With the new ELK stack in place, whenever we wrote new code we would ensure that it could aggregate its logs as necessary, augmenting the system with new capabilities each time. In the end it was mostly just log files being picked up and processed by local Logstash instances, but we process ELB logs in Lambda by posting directly to Logstash over HTTP and we exposed a public facing authenticated Logging API for software to aggregate log events outside of our little walled garden in AWS.
The rest is history, and we’ve been using ELK ever since.

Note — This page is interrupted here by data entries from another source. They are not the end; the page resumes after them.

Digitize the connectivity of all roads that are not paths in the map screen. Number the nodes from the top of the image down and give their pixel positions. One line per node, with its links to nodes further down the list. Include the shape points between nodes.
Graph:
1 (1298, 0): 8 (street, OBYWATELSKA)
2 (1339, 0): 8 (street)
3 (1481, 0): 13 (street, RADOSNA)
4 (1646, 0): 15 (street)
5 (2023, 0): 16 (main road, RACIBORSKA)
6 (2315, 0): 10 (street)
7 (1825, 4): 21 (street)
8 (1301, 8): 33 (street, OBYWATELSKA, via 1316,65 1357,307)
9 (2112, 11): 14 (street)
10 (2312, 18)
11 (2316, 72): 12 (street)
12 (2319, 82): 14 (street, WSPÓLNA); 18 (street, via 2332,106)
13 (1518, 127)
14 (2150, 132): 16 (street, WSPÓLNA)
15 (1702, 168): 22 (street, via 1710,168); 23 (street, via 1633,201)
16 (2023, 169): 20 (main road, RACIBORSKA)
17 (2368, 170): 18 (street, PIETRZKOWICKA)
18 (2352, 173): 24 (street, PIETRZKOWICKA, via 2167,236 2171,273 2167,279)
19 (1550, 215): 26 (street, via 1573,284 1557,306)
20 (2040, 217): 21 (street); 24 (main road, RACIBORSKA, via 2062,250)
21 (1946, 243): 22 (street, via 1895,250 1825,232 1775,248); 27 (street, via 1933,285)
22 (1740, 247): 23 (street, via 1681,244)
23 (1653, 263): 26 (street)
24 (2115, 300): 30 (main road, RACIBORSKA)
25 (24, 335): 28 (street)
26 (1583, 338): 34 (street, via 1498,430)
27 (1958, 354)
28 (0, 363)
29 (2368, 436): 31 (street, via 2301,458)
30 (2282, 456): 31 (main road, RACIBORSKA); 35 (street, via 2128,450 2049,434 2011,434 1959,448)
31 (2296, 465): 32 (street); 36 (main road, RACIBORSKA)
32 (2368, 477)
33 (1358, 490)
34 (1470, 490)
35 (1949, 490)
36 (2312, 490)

But we never changed the initial piece of desktop software and its been happily writing into RavenDB this whole time, with the events being replicated into the ELK stack via that “temporary” hack.
Its The Perfect Name
Don’t get me wrong, the system worked, and log events from the desktop software were available in our ELK stack, it just felt so inefficient to have this whole other system in place providing no real additional value.

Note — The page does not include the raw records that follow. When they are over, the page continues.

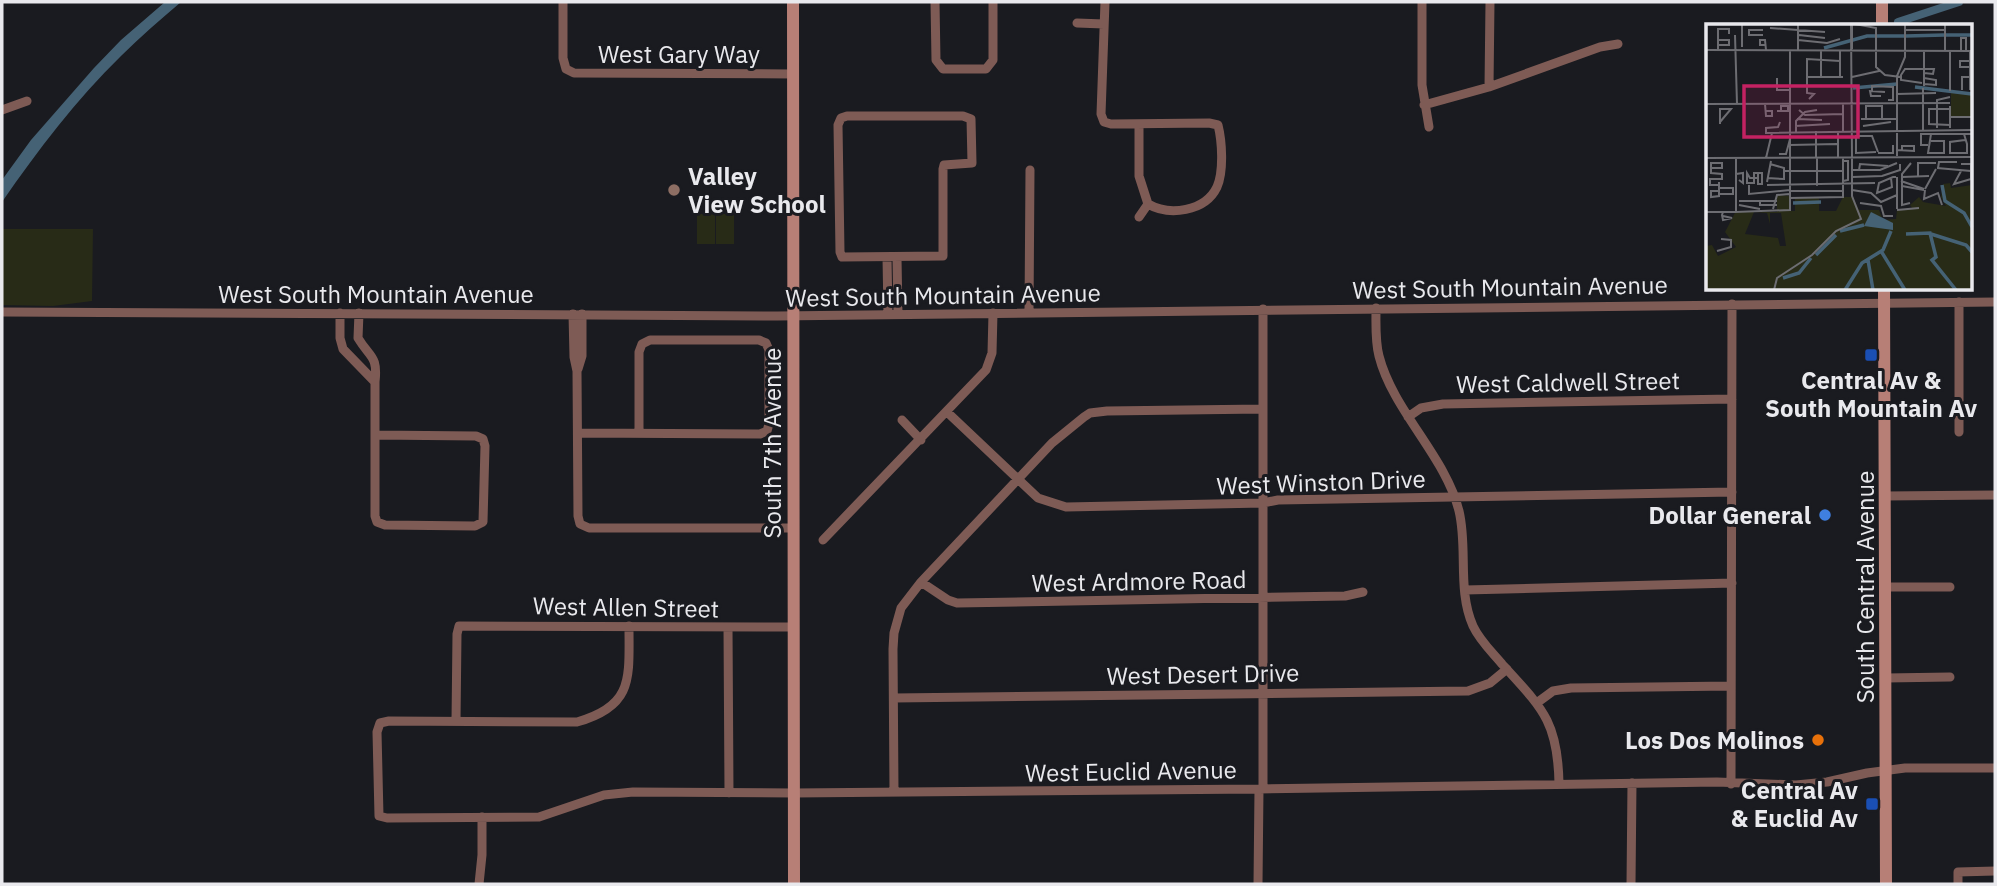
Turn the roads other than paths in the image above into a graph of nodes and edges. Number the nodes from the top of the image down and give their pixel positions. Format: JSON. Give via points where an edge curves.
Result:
{"nodes":[{"id":1,"x":563,"y":2,"type":"edge"},
{"id":2,"x":793,"y":2,"type":"edge"},
{"id":3,"x":935,"y":2,"type":"edge"},
{"id":4,"x":993,"y":2,"type":"edge"},
{"id":5,"x":1105,"y":2,"type":"edge"},
{"id":6,"x":1422,"y":2,"type":"edge"},
{"id":7,"x":1490,"y":2,"type":"edge"},
{"id":8,"x":1882,"y":2,"type":"edge"},
{"id":9,"x":1077,"y":23,"type":"dead end"},
{"id":10,"x":1104,"y":24,"type":"junction"},
{"id":11,"x":1882,"y":24,"type":"edge"},
{"id":12,"x":1618,"y":44,"type":"dead end"},
{"id":13,"x":793,"y":74,"type":"junction"},
{"id":14,"x":1489,"y":87,"type":"junction"},
{"id":15,"x":27,"y":102,"type":"dead end"},
{"id":16,"x":1423,"y":105,"type":"junction"},
{"id":17,"x":2,"y":110,"type":"edge"},
{"id":18,"x":1139,"y":124,"type":"junction"},
{"id":19,"x":1429,"y":127,"type":"dead end"},
{"id":20,"x":1030,"y":170,"type":"dead end"},
{"id":21,"x":1148,"y":204,"type":"junction"},
{"id":22,"x":1139,"y":217,"type":"dead end"},
{"id":23,"x":892,"y":258,"type":"junction"},
{"id":24,"x":1884,"y":290,"type":"edge"},
{"id":25,"x":1959,"y":302,"type":"junction"},
{"id":26,"x":1995,"y":302,"type":"edge"},
{"id":27,"x":1884,"y":303,"type":"junction"},
{"id":28,"x":1732,"y":304,"type":"junction"},
{"id":29,"x":1376,"y":308,"type":"junction"},
{"id":30,"x":1263,"y":309,"type":"junction"},
{"id":31,"x":2,"y":312,"type":"edge"},
{"id":32,"x":340,"y":313,"type":"junction"},
{"id":33,"x":359,"y":313,"type":"junction"},
{"id":34,"x":993,"y":313,"type":"junction"},
{"id":35,"x":1029,"y":313,"type":"junction"},
{"id":36,"x":578,"y":314,"type":"junction"},
{"id":37,"x":893,"y":314,"type":"junction"},
{"id":38,"x":793,"y":316,"type":"junction"},
{"id":39,"x":359,"y":342,"type":"junction"},
{"id":40,"x":345,"y":352,"type":"junction"},
{"id":41,"x":375,"y":383,"type":"junction"},
{"id":42,"x":1732,"y":399,"type":"junction"},
{"id":43,"x":1262,"y":409,"type":"junction"},
{"id":44,"x":947,"y":412,"type":"junction"},
{"id":45,"x":1408,"y":417,"type":"junction"},
{"id":46,"x":902,"y":420,"type":"dead end"},
{"id":47,"x":1959,"y":432,"type":"dead end"},
{"id":48,"x":578,"y":433,"type":"junction"},
{"id":49,"x":639,"y":433,"type":"junction"},
{"id":50,"x":376,"y":435,"type":"junction"},
{"id":51,"x":921,"y":440,"type":"junction"},
{"id":52,"x":1017,"y":481,"type":"junction"},
{"id":53,"x":1732,"y":492,"type":"junction"},
{"id":54,"x":1995,"y":495,"type":"edge"},
{"id":55,"x":1455,"y":496,"type":"junction"},
{"id":56,"x":1885,"y":496,"type":"junction"},
{"id":57,"x":1263,"y":503,"type":"junction"},
{"id":58,"x":794,"y":528,"type":"junction"},
{"id":59,"x":822,"y":540,"type":"dead end"},
{"id":60,"x":921,"y":582,"type":"junction"},
{"id":61,"x":1732,"y":583,"type":"junction"},
{"id":62,"x":1886,"y":587,"type":"junction"},
{"id":63,"x":1950,"y":587,"type":"dead end"},
{"id":64,"x":1465,"y":590,"type":"junction"},
{"id":65,"x":1363,"y":592,"type":"dead end"},
{"id":66,"x":1263,"y":598,"type":"junction"},
{"id":67,"x":629,"y":626,"type":"junction"},
{"id":68,"x":728,"y":627,"type":"junction"},
{"id":69,"x":794,"y":627,"type":"junction"},
{"id":70,"x":1507,"y":669,"type":"junction"},
{"id":71,"x":1950,"y":677,"type":"dead end"},
{"id":72,"x":1886,"y":678,"type":"junction"},
{"id":73,"x":1731,"y":687,"type":"junction"},
{"id":74,"x":1263,"y":692,"type":"junction"},
{"id":75,"x":894,"y":698,"type":"junction"},
{"id":76,"x":1538,"y":702,"type":"junction"},
{"id":77,"x":456,"y":721,"type":"junction"},
{"id":78,"x":1995,"y":768,"type":"edge"},
{"id":79,"x":1886,"y":770,"type":"junction"},
{"id":80,"x":1632,"y":783,"type":"junction"},
{"id":81,"x":1559,"y":784,"type":"junction"},
{"id":82,"x":1731,"y":784,"type":"junction"},
{"id":83,"x":1261,"y":789,"type":"junction"},
{"id":84,"x":894,"y":792,"type":"junction"},
{"id":85,"x":729,"y":793,"type":"junction"},
{"id":86,"x":794,"y":793,"type":"junction"},
{"id":87,"x":482,"y":817,"type":"junction"},
{"id":88,"x":1995,"y":871,"type":"edge"},
{"id":89,"x":479,"y":884,"type":"edge"},
{"id":90,"x":794,"y":884,"type":"edge"},
{"id":91,"x":1258,"y":884,"type":"edge"},
{"id":92,"x":1631,"y":884,"type":"edge"},
{"id":93,"x":1886,"y":884,"type":"edge"},
{"id":94,"x":1958,"y":884,"type":"edge"}],
"edges":[{"from":1,"to":13,"type":"street","name":"West Gary Way","via":[[563,58],[565,69],[574,73]]},
{"from":2,"to":13,"type":"street","name":"South 7th Avenue"},
{"from":3,"to":4,"type":"street","via":[[938,65],[986,69],[993,60]]},
{"from":5,"to":10,"type":"street"},
{"from":6,"to":16,"type":"street"},
{"from":7,"to":14,"type":"street"},
{"from":8,"to":11,"type":"street"},
{"from":9,"to":10,"type":"street"},
{"from":10,"to":18,"type":"street","via":[[1101,114],[1104,122]]},
{"from":12,"to":14,"type":"street"},
{"from":13,"to":38,"type":"street","name":"South 7th Avenue"},
{"from":14,"to":16,"type":"street"},
{"from":15,"to":17,"type":"street"},
{"from":16,"to":19,"type":"street"},
{"from":18,"to":21,"type":"street","via":[[1139,176]]},
{"from":18,"to":21,"type":"street","via":[[1218,125],[1220,132],[1219,178],[1212,194],[1181,210],[1160,210]]},
{"from":20,"to":35,"type":"street"},
{"from":21,"to":22,"type":"street"},
{"from":23,"to":23,"type":"street","via":[[842,257],[840,252],[841,118],[971,119],[972,163],[951,163],[943,169],[943,256]]},
{"from":23,"to":37,"type":"street"},
{"from":24,"to":27,"type":"street","name":"South Central Avenue"},
{"from":25,"to":26,"type":"street","name":"West South Mountain Avenue"},
{"from":25,"to":27,"type":"street","name":"West South Mountain Avenue"},
{"from":25,"to":47,"type":"street"},
{"from":27,"to":28,"type":"street","name":"West South Mountain Avenue"},
{"from":27,"to":56,"type":"street","name":"South Central Avenue"},
{"from":28,"to":29,"type":"street","name":"West South Mountain Avenue"},
{"from":28,"to":42,"type":"street"},
{"from":29,"to":30,"type":"street","name":"West South Mountain Avenue"},
{"from":29,"to":45,"type":"street","via":[[1379,358]]},
{"from":30,"to":35,"type":"street","name":"West South Mountain Avenue"},
{"from":30,"to":43,"type":"street"},
{"from":31,"to":32,"type":"street","name":"West South Mountain Avenue"},
{"from":32,"to":33,"type":"street","name":"West South Mountain Avenue"},
{"from":32,"to":40,"type":"street"},
{"from":33,"to":36,"type":"street","name":"West South Mountain Avenue"},
{"from":33,"to":39,"type":"street"},
{"from":34,"to":35,"type":"street","name":"West South Mountain Avenue"},
{"from":34,"to":37,"type":"street","name":"West South Mountain Avenue"},
{"from":34,"to":44,"type":"street","via":[[989,367]]},
{"from":36,"to":38,"type":"street","name":"West South Mountain Avenue"},
{"from":36,"to":48,"type":"street","via":[[582,356]]},
{"from":37,"to":38,"type":"street","name":"West South Mountain Avenue"},
{"from":38,"to":58,"type":"street","name":"South 7th Avenue"},
{"from":39,"to":40,"type":"street"},
{"from":39,"to":41,"type":"street","via":[[376,363]]},
{"from":40,"to":41,"type":"street"},
{"from":41,"to":50,"type":"street"},
{"from":42,"to":45,"type":"street","name":"West Caldwell Street","via":[[1443,404],[1422,408]]},
{"from":42,"to":53,"type":"street"},
{"from":43,"to":52,"type":"street","via":[[1090,414],[1052,443]]},
{"from":43,"to":57,"type":"street"},
{"from":44,"to":51,"type":"street"},
{"from":44,"to":52,"type":"street","name":"West Winston Drive"},
{"from":45,"to":55,"type":"street"},
{"from":46,"to":51,"type":"street"},
{"from":48,"to":49,"type":"street"},
{"from":48,"to":58,"type":"street","via":[[578,516],[580,524],[589,528]]},
{"from":49,"to":49,"type":"street","via":[[642,344],[650,340],[766,343],[766,431]]},
{"from":50,"to":50,"type":"street","via":[[483,439],[485,519],[481,524],[377,522]]},
{"from":51,"to":59,"type":"street"},
{"from":52,"to":57,"type":"street","name":"West Winston Drive","via":[[1038,498],[1066,507]]},
{"from":52,"to":60,"type":"street"},
{"from":53,"to":55,"type":"street","name":"West Winston Drive"},
{"from":53,"to":61,"type":"street"},
{"from":54,"to":56,"type":"street"},
{"from":55,"to":57,"type":"street","name":"West Winston Drive"},
{"from":55,"to":64,"type":"street","via":[[1462,527]]},
{"from":56,"to":62,"type":"street","name":"South Central Avenue"},
{"from":57,"to":66,"type":"street"},
{"from":58,"to":69,"type":"street","name":"South 7th Avenue"},
{"from":60,"to":66,"type":"street","name":"West Ardmore Road","via":[[957,603]]},
{"from":60,"to":75,"type":"street","via":[[897,620]]},
{"from":61,"to":64,"type":"street"},
{"from":61,"to":73,"type":"street"},
{"from":62,"to":63,"type":"street"},
{"from":62,"to":72,"type":"street","name":"South Central Avenue"},
{"from":64,"to":70,"type":"street","via":[[1473,626]]},
{"from":65,"to":66,"type":"street","name":"West Ardmore Road"},
{"from":66,"to":74,"type":"street"},
{"from":67,"to":68,"type":"street","name":"West Allen Street"},
{"from":67,"to":77,"type":"street","via":[[625,685],[607,712],[577,722]]},
{"from":67,"to":77,"type":"street","name":"West Allen Street","via":[[459,626]]},
{"from":68,"to":69,"type":"street","name":"West Allen Street"},
{"from":68,"to":85,"type":"street"},
{"from":69,"to":86,"type":"street","name":"South 7th Avenue"},
{"from":70,"to":74,"type":"street","name":"West Desert Drive","via":[[1490,683],[1468,691]]},
{"from":70,"to":76,"type":"street"},
{"from":71,"to":72,"type":"street"},
{"from":72,"to":79,"type":"street","name":"South Central Avenue"},
{"from":73,"to":76,"type":"street","via":[[1571,688],[1553,691]]},
{"from":73,"to":82,"type":"street"},
{"from":74,"to":75,"type":"street","name":"West Desert Drive"},
{"from":74,"to":83,"type":"street"},
{"from":75,"to":84,"type":"street"},
{"from":76,"to":81,"type":"street","via":[[1556,746]]},
{"from":77,"to":87,"type":"street","name":"West Euclid Avenue","via":[[380,723],[379,816]]},
{"from":78,"to":79,"type":"street","name":"West Euclid Avenue"},
{"from":79,"to":82,"type":"street","name":"West Euclid Avenue","via":[[1818,783]]},
{"from":79,"to":93,"type":"street","name":"South Central Avenue"},
{"from":80,"to":81,"type":"street","name":"West Euclid Avenue"},
{"from":80,"to":82,"type":"street","name":"West Euclid Avenue"},
{"from":80,"to":92,"type":"street"},
{"from":81,"to":83,"type":"street","name":"West Euclid Avenue"},
{"from":83,"to":84,"type":"street","name":"West Euclid Avenue"},
{"from":83,"to":91,"type":"street"},
{"from":84,"to":86,"type":"street","name":"West Euclid Avenue"},
{"from":85,"to":86,"type":"street","name":"West Euclid Avenue"},
{"from":85,"to":87,"type":"street","name":"West Euclid Avenue","via":[[617,793],[539,817]]},
{"from":86,"to":90,"type":"street","name":"South 7th Avenue"},
{"from":87,"to":89,"type":"street"},
{"from":88,"to":94,"type":"street","via":[[1958,872]]}]}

Not only that, while it did technically work, there were definitely times when that particularly log event channel failed spectacularly, from full disks (no-one had ever implemented maintenance or cleanup of any sort on the RavenDB database) through to performance problems similar to the ones that we saw in one of our APIs.
The last straw was when I did an audit on our AWS costs and discovered that we were actually paying a non-trivial amount of cash for the RavenDB logging infrastructure and that just seemed wrong (plus, if I recovered that cash I could put it into other things, like the ELK stack).
All told, there were more reasons to get rid of it than there were to keep it.
Well, as I mentioned earlier, when the development team initially implementing the log aggregation, they put a simple logging interface in place, with the RavenDB specific implementation behind that interface.
Switching the logging to use our Serilog based HTTP sink (which connected to our authenticated Logging API) was as simple as providing a new implementation of the old logging interface, so even though its usage infested the entire system, we really only had to change it once at the top level.
Of course, it wasn’t quite that simple (references to RavenDB were strewn through at least 3 different libraries that dealt with logging, so they had to be removed), but all told it was a hell of a lot easier than it would have been without that abstraction.
Obviously we want to switch to using Serilog directly (rather than a custom logging abstraction that provides no real value), but that can happen slowly, bit by bit, and the flow of log events will be maintained the entire time.
Unfortunately, we can’t actually decommission the RavenDB logging infrastructure just yet, as we have to wait until everyone in the wild upgrades to the latest version or we risk missing out on important intelligence from the slackers. I’m keeping a close eye on the total number of logs received through the old system, and the moment it drops below a certain threshold, I’m going to nuke the entire thing.
To be honest, the removal of the RavenDB logging channel that I described above makes me happier than it really has cause to. It’s been bugging me for a while (mostly from an engineering point of view), so it felt really good to get rid of it in the latest release of our software. That sort of maintenance and consolidation doesn’t always have a direct and measurable impact on the bottom line, but its still important for the system as a whole and important for engineering morale.
Its like ripping out a mostly dead plant from a garden.
Better to make room for something that might actually be useful.